Mais si de nombreux bars américains ont adopté les ustensiles de bar de style japonais pour ces raisons - les jiggers allongés, par exemple, offrent une plus grande précision et une plus grande cohérence - il existe des éléments du barman japonais qui ne peuvent pas être traduits par la simple utilisation des outils.
"Dans un bar japonais... l'idée est de se concentrer sur la préparation de la meilleure boisson possible", explique Ben Rojo de Angel's Share. La notion de remuer plus d'une boisson à la fois - un spectacle courant dans les bars américains - est anathème à cette approche. "Si tu partages ton attention entre quatre verres à mélange différents... c'est en quelque sorte contraire à l'esthétique".
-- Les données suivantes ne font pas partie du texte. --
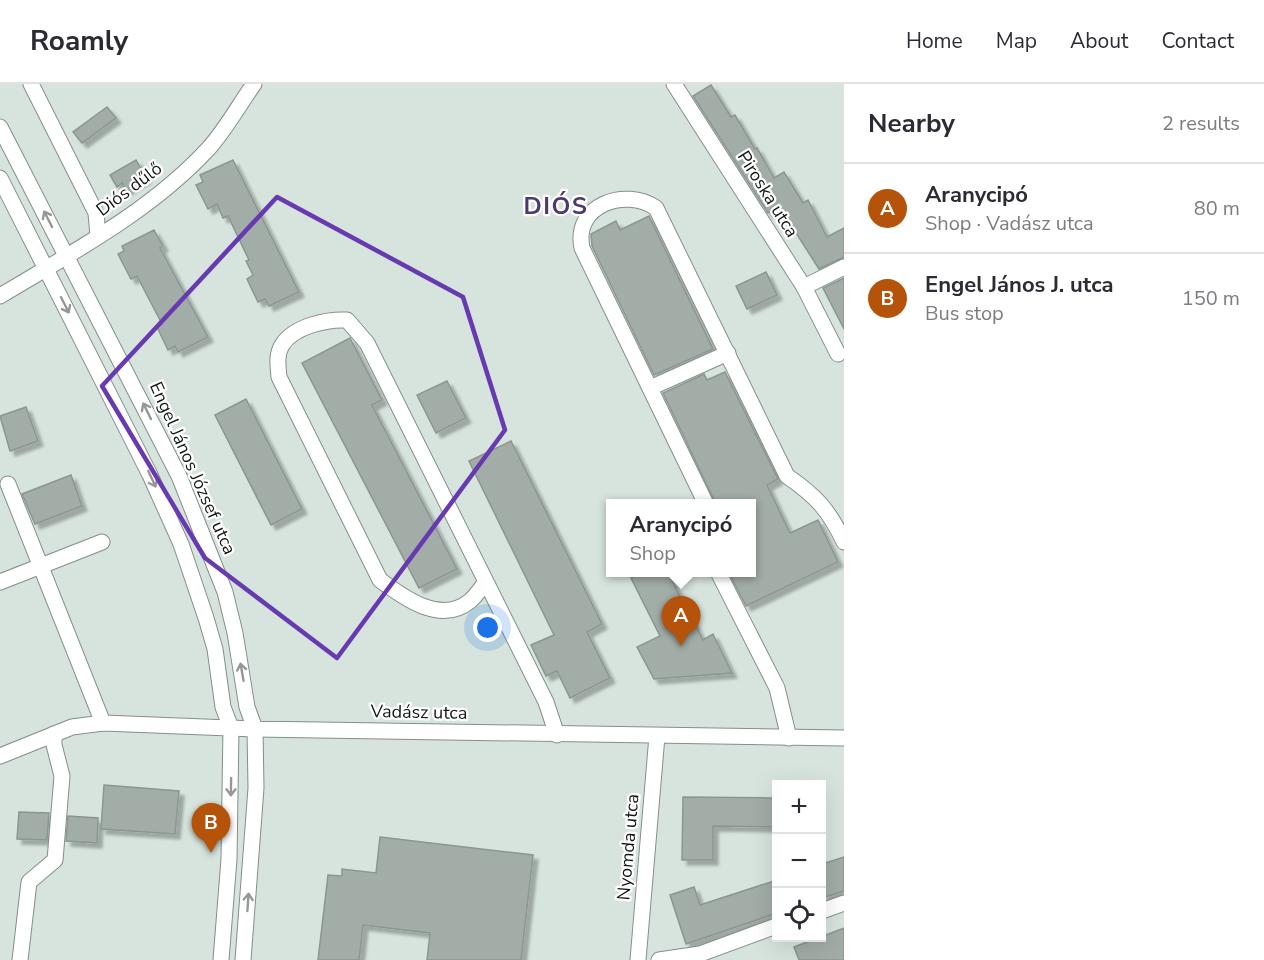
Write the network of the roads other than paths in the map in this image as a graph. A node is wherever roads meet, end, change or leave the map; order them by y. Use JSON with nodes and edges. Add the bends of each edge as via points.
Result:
{"nodes":[{"id":1,"x":31,"y":84,"type":"edge"},
{"id":2,"x":254,"y":84,"type":"edge"},
{"id":3,"x":674,"y":84,"type":"edge"},
{"id":4,"x":0,"y":127,"type":"edge"},
{"id":5,"x":0,"y":178,"type":"edge"},
{"id":6,"x":98,"y":236,"type":"junction"},
{"id":7,"x":67,"y":256,"type":"junction"},
{"id":8,"x":844,"y":267,"type":"edge"},
{"id":9,"x":46,"y":268,"type":"junction"},
{"id":10,"x":804,"y":287,"type":"junction"},
{"id":11,"x":0,"y":296,"type":"edge"},
{"id":12,"x":728,"y":353,"type":"junction"},
{"id":13,"x":838,"y":354,"type":"dead end"},
{"id":14,"x":650,"y":388,"type":"junction"},
{"id":15,"x":8,"y":484,"type":"dead end"},
{"id":16,"x":704,"y":499,"type":"edge"},
{"id":17,"x":102,"y":542,"type":"dead end"},
{"id":18,"x":844,"y":542,"type":"edge"},
{"id":19,"x":41,"y":565,"type":"junction"},
{"id":20,"x":720,"y":577,"type":"edge"},
{"id":21,"x":0,"y":582,"type":"edge"},
{"id":22,"x":485,"y":583,"type":"junction"},
{"id":23,"x":104,"y":723,"type":"junction"},
{"id":24,"x":231,"y":728,"type":"junction"},
{"id":25,"x":255,"y":729,"type":"junction"},
{"id":26,"x":54,"y":734,"type":"junction"},
{"id":27,"x":557,"y":735,"type":"junction"},
{"id":28,"x":657,"y":736,"type":"junction"},
{"id":29,"x":789,"y":738,"type":"junction"},
{"id":30,"x":844,"y":738,"type":"edge"},
{"id":31,"x":1,"y":756,"type":"edge"},
{"id":32,"x":844,"y":903,"type":"edge"},
{"id":33,"x":826,"y":909,"type":"edge"},
{"id":34,"x":772,"y":929,"type":"edge"},
{"id":35,"x":20,"y":960,"type":"edge"},
{"id":36,"x":221,"y":960,"type":"edge"},
{"id":37,"x":243,"y":960,"type":"edge"},
{"id":38,"x":638,"y":960,"type":"edge"},
{"id":39,"x":659,"y":960,"type":"edge"}],
"edges":[{"from":1,"to":6,"type":"street","via":[[96,213]]},
{"from":2,"to":6,"type":"street","name":"Diós dűlő","via":[[210,147],[155,199]]},
{"from":3,"to":10,"type":"street","name":"Piroska utca"},
{"from":7,"to":4,"type":"street","name":"Engel János József utca","one_way":true},
{"from":5,"to":9,"type":"street"},
{"from":6,"to":7,"type":"street","name":"Diós dűlő"},
{"from":7,"to":9,"type":"street","name":"Diós dűlő"},
{"from":25,"to":7,"type":"street","name":"Engel János József utca","one_way":true,"via":[[247,707],[232,623],[210,550],[179,476]]},
{"from":8,"to":10,"type":"street"},
{"from":9,"to":11,"type":"street","name":"Diós dűlő"},
{"from":9,"to":24,"type":"street","one_way":true,"via":[[150,475],[185,554],[215,649],[223,707]]},
{"from":10,"to":13,"type":"street","name":"Piroska utca"},
{"from":12,"to":14,"type":"street"},
{"from":12,"to":14,"type":"street","via":[[656,208],[631,199],[605,204],[583,221],[579,234],[582,248]]},
{"from":12,"to":18,"type":"street","via":[[787,476],[814,495]]},
{"from":14,"to":16,"type":"street"},
{"from":15,"to":19,"type":"street"},
{"from":17,"to":19,"type":"street"},
{"from":19,"to":21,"type":"street"},
{"from":19,"to":23,"type":"street"},
{"from":20,"to":29,"type":"street","via":[[777,688]]},
{"from":22,"to":22,"type":"street","via":[[367,343],[347,320],[331,320],[299,331],[283,344],[277,359],[279,377],[380,580],[409,601],[433,609],[456,609],[471,601]]},
{"from":22,"to":27,"type":"street","via":[[546,702]]},
{"from":23,"to":24,"type":"street","name":"Vadász utca"},
{"from":23,"to":26,"type":"street","name":"Vadász utca"},
{"from":24,"to":25,"type":"street","name":"Vadász utca"},
{"from":24,"to":36,"type":"street","one_way":true,"via":[[229,859]]},
{"from":25,"to":27,"type":"street","name":"Vadász utca"},
{"from":37,"to":25,"type":"street","name":"Engel János József utca","one_way":true,"via":[[256,788]]},
{"from":26,"to":31,"type":"street","name":"Vadász utca"},
{"from":26,"to":35,"type":"street","via":[[62,776],[55,861],[29,882]]},
{"from":27,"to":28,"type":"street","name":"Vadász utca"},
{"from":28,"to":29,"type":"street","name":"Vadász utca"},
{"from":28,"to":38,"type":"street","name":"Nyomda utca"},
{"from":29,"to":30,"type":"street","name":"Vadász utca"},
{"from":32,"to":33,"type":"street"},
{"from":34,"to":39,"type":"street","via":[[700,954]]}]}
C'est peut-être l'omniprésence du shaker à cordon dans les bars japonais qui illustre le mieux ce dévouement à la technique plutôt qu'à l'efficacité. "Leurs inconvénients sont nombreux, et se font en grande partie au détriment de la rapidité", explique Rojo à propos du shaker cobbler. "Ils requièrent l'attention des deux mains, ils sont plus difficiles à nettoyer, ils versent plus lentement et leurs joints moulés servent mal au secouage à température ambiante."

En revanche, les shakers en deux parties - la norme dans de nombreux bars américains - offrent la facilité de secouer d'une seule main (ce qui permet de secouer une boisson dans chaque main simultanément), d'empiler et de nettoyer facilement et, selon Rojo, "leur volume généreux par rapport au poids et leurs extrémités plates permettent de briser facilement la glace", ce qui se traduit par un refroidissement et une dilution rapides des boissons - toutes des priorités dans les bars à forte fréquentation.
Mais c'est cette cassure, explique-t-il, que le shaker cobbler évite délibérément : "L'absence d'arêtes vives... permet de manipuler la glace dans un shaker cobbler avec plus de doigté, de l'agiter plus vigoureusement et plus longtemps tout en contrôlant la casse et donc la dilution." En d'autres termes, dit-il, "les barmen de style japonais sacrifient du temps et de la commodité avec ce choix d'équipement dans le but de présenter une boisson secouée plus soigneusement mélangée et refroidie."
Si certains éléments du bartending à la japonaise sont intraduisibles, la disponibilité des outils eux-mêmes a favorisé un dialogue transnational entre les deux bastions de la culture du cocktail. Si Cocktail Kingdom a été le premier à proposer des articles de bar de style japonais aux États-Unis, Umami Mart s'est depuis associé au fabricant japonais Yukiwa pour introduire au Japon des articles qui n'y avaient jamais existé auparavant, comme des passoires à julep et des jiggers avec des lignes intérieures. Cet échange permet d'élever le niveau du bar dans les deux pays, tout en préservant le principe de base des articles de bar, qui, selon Gen Yamamoto, n'est pas "le design à partir du design" mais plutôt "le design à partir de l'utilisation".